Fox Sports Net in Minneapolis nearly bit, but the deal fell through. So the duo was forced to hit the road to sell station to station.

“It was really a struggle at first,” Anderson says. Finally, they cut a deal in Fargo. Four other outlets followed prior to the Oct. 1 launch, including the Comcast sports channel in Chicago. By its premiere, Heartland was slated in Fargo; Chicago; Minneapolis; Duluth, Minn.; and Bismarck, N.D. Now it has 10 outlets.

Some station or cable-network deals are for a full 52 weeks; others are scheduling shorter trials. “One of them told us, 'As long as it doesn’t suck, I’ll keep it on the air,’” Anderson says. “That was fine with us.”

The footprint already surpasses the original business plan, which called for a geographic triangle between Minneapolis, Fargo and Duluth. “It got a lot bigger a lot quicker than we had planned,” Anderson says.

Word of mouth helped. A deal with WBQC, the UPN affiliate in Cincinnati, came when another poker show fell through.

“It feels different, and it looks great,” says WBQC Station Manager Matthew Gray. “What they’ve really done well with their business model is marketing to the everyday guy who might just play over the weekend with his buddies. They have created a niche in the genre, and that’s what separates them.”

Not to mention the money. Instead of entrance fees (or buy-ins, as they are called in poker-speak) in the thousands of dollars, just a couple hundred bucks gets a player in on the action. “Three hundred dollars for the chance to play on television is pretty attractive,” Anderson says.

While the common-guy angle is a nice sell, it actually developed from meeting with the stations. “We didn’t set out to be just 'Everyman’ poker,” Lang says. “But people we talked to, like at the stations, that’s what they really liked, so it stuck.”

“Even the title of 'Heart-land’ helps the sell,” says WBQC’s Gray. “They don’t need flashy casinos. It’s all about the regular, nine-to-five guys, and they’ve been smart about sticking to their business model.” Sticking to the Everyman theme, the announcers aren’t poker pros. They’re two Fargo radio personalities.

Lang and Anderson financed the startup operation, but a one-year sponsorship deal with Canada-based online gaming site ActionPoker and revenue from casinos that host events help keep the lights on. The business plan calls for revenue coming from advertising and sponsorship, other casinos and merchandising. Lang admits those revenue streams are “underdeveloped.”
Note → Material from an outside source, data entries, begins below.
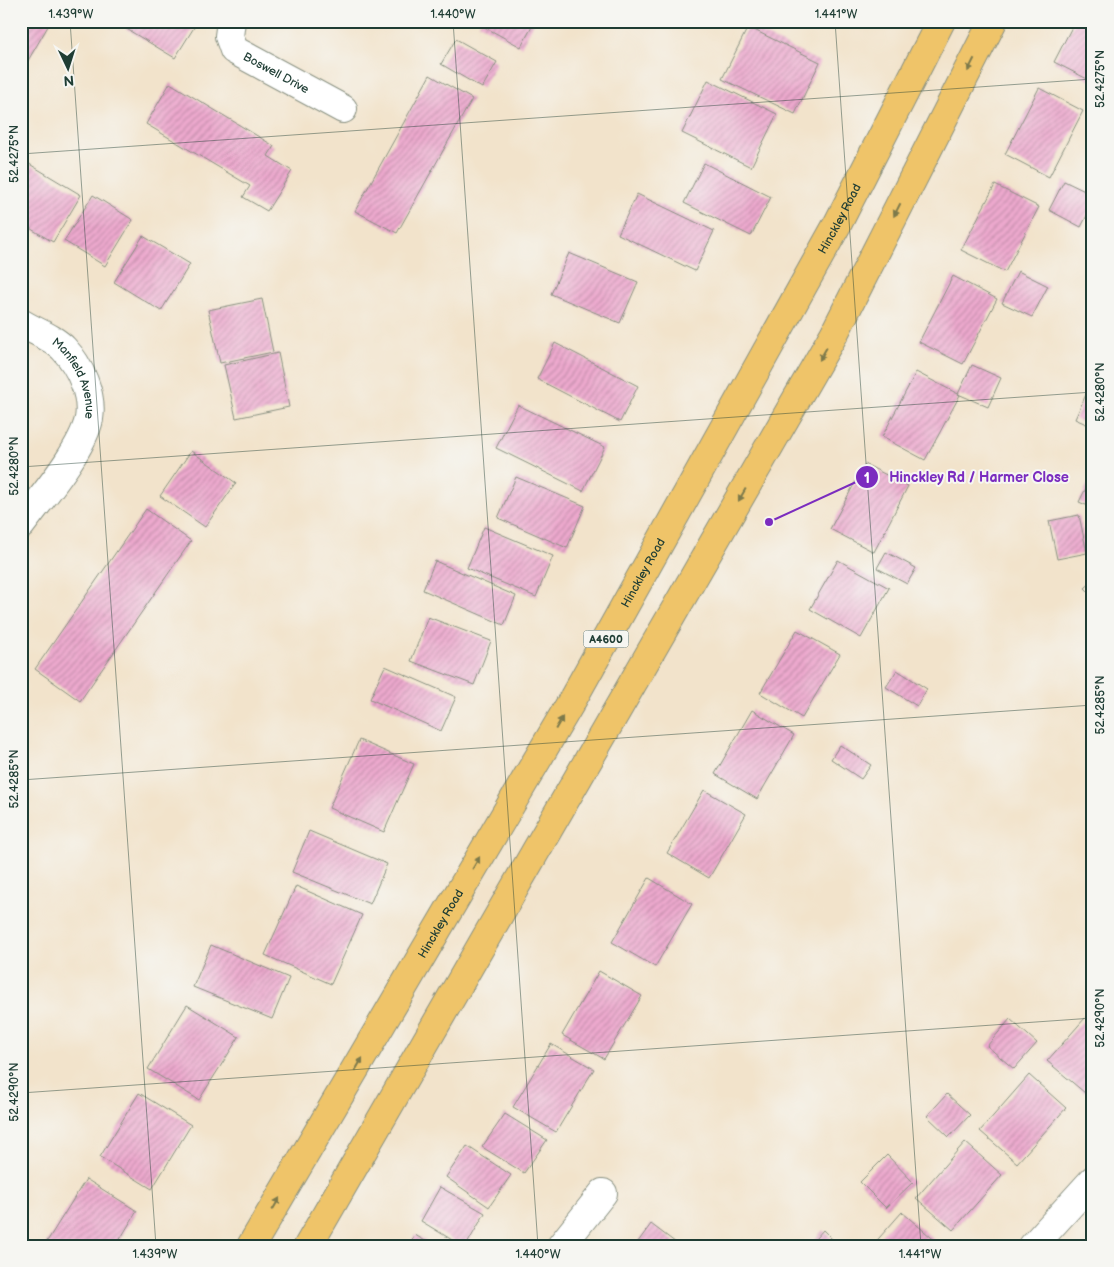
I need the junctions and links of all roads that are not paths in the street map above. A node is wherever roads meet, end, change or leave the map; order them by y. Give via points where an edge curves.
1 (231, 21) edge
2 (941, 21) edge
3 (993, 21) edge
4 (343, 109) dead end
5 (21, 323) edge
6 (21, 525) edge
7 (1093, 1180) edge
8 (603, 1193) dead end
9 (252, 1246) edge
10 (308, 1246) edge
11 (561, 1246) edge
12 (1033, 1246) edge

1 - 4 street, Boswell Drive via 229,36 234,50
9 -> 2 highway, Hinckley Road / A4600 via 570,704 838,223
3 -> 10 highway via 834,334
5 - 6 street, Manfield Avenue via 63,348 78,368 88,392 89,418 78,446
7 - 12 street
8 - 11 street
Some of the early TV deals were straight time buys; the show is now offered on a barter basis, with 6½ of the 13 minutes of commercial time made available. Each show costs about $30,000 to produce, with much of the expenditure devoted to post-production.

While the “minor league” moniker is OK, (Anderson calls Heartland Poker Tour a “Chevy” compared with the “Cadillacs” of the bigger series), the production values can’t be low-rent. “There is a threshold of production that needs to be met because there is so much well done poker on television,” Anderson says. Stations that buy the show are looking for a well-produced program, which also can attract ad dollars.
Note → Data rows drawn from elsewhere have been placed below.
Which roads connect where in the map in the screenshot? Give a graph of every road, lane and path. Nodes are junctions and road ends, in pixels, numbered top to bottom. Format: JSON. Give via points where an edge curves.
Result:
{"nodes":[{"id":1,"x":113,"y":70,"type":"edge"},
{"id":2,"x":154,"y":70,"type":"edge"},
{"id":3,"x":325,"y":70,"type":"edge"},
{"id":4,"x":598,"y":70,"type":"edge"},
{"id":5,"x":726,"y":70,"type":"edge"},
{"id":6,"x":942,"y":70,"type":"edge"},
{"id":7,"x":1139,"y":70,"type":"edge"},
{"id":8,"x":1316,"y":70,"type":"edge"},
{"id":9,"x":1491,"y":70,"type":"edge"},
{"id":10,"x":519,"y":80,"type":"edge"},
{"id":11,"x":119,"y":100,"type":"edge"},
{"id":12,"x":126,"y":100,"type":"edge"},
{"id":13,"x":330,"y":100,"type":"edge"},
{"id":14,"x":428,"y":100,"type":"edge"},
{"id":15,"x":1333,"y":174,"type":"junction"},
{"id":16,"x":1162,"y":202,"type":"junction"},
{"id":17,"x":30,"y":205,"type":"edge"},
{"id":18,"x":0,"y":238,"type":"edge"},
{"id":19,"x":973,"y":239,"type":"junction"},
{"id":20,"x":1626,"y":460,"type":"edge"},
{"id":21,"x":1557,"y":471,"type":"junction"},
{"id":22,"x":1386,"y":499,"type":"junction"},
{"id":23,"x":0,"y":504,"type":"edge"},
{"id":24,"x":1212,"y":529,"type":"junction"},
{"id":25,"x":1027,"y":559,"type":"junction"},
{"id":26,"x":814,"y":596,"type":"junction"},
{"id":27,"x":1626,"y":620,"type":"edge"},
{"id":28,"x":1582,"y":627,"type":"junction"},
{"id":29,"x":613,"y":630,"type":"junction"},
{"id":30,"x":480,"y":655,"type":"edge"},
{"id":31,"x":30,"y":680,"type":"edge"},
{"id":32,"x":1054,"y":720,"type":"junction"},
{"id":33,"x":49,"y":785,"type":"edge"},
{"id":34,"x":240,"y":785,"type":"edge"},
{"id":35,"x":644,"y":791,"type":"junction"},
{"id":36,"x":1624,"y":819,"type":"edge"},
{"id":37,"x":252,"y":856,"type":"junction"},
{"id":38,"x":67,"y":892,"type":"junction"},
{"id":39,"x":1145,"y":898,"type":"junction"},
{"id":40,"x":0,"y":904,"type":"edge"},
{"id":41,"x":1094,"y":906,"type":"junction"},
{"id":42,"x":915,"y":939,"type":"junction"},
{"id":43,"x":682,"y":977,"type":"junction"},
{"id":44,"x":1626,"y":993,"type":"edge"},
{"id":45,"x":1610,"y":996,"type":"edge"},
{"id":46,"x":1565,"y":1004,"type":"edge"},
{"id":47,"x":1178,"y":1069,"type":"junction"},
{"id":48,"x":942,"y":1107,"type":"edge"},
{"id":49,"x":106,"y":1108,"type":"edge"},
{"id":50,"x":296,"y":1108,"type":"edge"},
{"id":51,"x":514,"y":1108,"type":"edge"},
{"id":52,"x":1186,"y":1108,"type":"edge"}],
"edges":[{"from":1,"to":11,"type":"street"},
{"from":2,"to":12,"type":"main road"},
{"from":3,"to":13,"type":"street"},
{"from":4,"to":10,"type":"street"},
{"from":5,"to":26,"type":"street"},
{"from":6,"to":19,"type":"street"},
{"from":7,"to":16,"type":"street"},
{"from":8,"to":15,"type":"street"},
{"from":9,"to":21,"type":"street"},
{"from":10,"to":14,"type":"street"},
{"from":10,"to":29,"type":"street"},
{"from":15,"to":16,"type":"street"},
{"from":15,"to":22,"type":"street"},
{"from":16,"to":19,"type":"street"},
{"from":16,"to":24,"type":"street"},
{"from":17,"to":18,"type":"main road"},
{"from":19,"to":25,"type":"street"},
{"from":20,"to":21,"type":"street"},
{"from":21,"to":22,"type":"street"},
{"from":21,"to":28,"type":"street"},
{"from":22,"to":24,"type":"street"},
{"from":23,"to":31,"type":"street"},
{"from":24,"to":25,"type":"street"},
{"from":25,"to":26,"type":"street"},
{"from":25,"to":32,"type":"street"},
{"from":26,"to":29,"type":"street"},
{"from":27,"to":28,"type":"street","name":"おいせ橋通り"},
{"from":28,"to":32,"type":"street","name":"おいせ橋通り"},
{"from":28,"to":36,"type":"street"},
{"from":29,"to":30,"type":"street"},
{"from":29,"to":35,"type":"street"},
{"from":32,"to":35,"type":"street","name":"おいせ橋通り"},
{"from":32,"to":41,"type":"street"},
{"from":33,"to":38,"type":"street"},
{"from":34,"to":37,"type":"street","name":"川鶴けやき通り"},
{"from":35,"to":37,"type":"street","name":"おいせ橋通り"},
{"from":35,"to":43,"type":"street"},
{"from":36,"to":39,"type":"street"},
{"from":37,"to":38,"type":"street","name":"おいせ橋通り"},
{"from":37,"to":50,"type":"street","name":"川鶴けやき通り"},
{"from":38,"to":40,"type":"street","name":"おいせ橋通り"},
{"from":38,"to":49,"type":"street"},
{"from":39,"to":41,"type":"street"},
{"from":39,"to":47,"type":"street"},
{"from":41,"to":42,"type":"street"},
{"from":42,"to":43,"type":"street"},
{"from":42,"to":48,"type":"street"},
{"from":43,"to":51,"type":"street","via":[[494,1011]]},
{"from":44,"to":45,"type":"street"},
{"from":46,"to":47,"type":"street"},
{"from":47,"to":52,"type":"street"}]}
“There are dollars out there in poker, and this allows a smaller broadcast station to get access to the market,” says WBQC’s Gray, who has brought in such advertisers as online gaming site Partypoker.com since his station began airing the show.

THE NEXT HAND

Like any startup, Heartland faces the question of expansion and the pitfalls of doing so too quickly. Anderson and Lang’s goal is to expand television distribution by two or three times in the next six to nine months; maybe next year, they’ll go to NATPE. They are talking to the Sinclair station group, but usually they have to squeeze in sales calls.
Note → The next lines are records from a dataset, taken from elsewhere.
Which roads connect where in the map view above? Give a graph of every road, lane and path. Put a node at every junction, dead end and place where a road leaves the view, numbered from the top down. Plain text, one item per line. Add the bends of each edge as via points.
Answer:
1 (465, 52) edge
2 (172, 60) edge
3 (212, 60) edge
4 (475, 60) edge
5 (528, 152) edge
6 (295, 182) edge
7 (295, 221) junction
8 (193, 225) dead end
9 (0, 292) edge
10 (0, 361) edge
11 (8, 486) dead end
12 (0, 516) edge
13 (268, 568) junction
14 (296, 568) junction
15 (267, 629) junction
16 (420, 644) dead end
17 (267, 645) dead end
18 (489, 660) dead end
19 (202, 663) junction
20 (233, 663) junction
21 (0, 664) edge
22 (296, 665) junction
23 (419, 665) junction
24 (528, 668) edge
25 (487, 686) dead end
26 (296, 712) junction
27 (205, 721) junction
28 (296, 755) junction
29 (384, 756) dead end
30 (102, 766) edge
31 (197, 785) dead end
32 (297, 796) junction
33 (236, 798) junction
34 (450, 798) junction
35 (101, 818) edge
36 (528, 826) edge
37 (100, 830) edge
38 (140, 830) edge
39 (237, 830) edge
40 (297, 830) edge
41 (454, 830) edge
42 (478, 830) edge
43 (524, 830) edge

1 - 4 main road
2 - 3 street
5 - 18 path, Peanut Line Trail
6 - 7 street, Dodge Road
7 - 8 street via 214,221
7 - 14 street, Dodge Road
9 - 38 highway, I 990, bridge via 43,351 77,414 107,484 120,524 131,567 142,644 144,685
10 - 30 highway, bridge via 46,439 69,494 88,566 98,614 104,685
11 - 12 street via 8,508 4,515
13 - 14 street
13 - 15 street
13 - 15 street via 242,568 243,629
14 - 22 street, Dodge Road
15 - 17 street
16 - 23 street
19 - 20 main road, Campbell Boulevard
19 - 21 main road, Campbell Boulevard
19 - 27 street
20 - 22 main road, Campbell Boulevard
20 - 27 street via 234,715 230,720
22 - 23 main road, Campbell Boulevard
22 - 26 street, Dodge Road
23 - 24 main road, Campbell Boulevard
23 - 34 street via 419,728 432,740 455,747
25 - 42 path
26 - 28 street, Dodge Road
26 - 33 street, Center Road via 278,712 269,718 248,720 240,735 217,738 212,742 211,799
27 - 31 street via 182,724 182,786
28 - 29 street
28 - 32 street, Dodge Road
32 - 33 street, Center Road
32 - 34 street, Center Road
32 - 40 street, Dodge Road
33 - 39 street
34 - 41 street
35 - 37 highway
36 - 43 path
Another option would be a buy-out, an idea the duo has considered. One of their TV partners is the tiny, upstart cable network MavTV, whose investor, Lyle Berman, also happens to be chairman of the board for the World Poker Tour (WPT). Berman promisingly calls Heartland an “interesting niche” that might serve as a developmental league. He doesn’t rule out acquiring it to “bring it into the WPT family.”

Anderson’s not surprised. “I suppose anything is possible. It’s gotten kind of out of hand already.”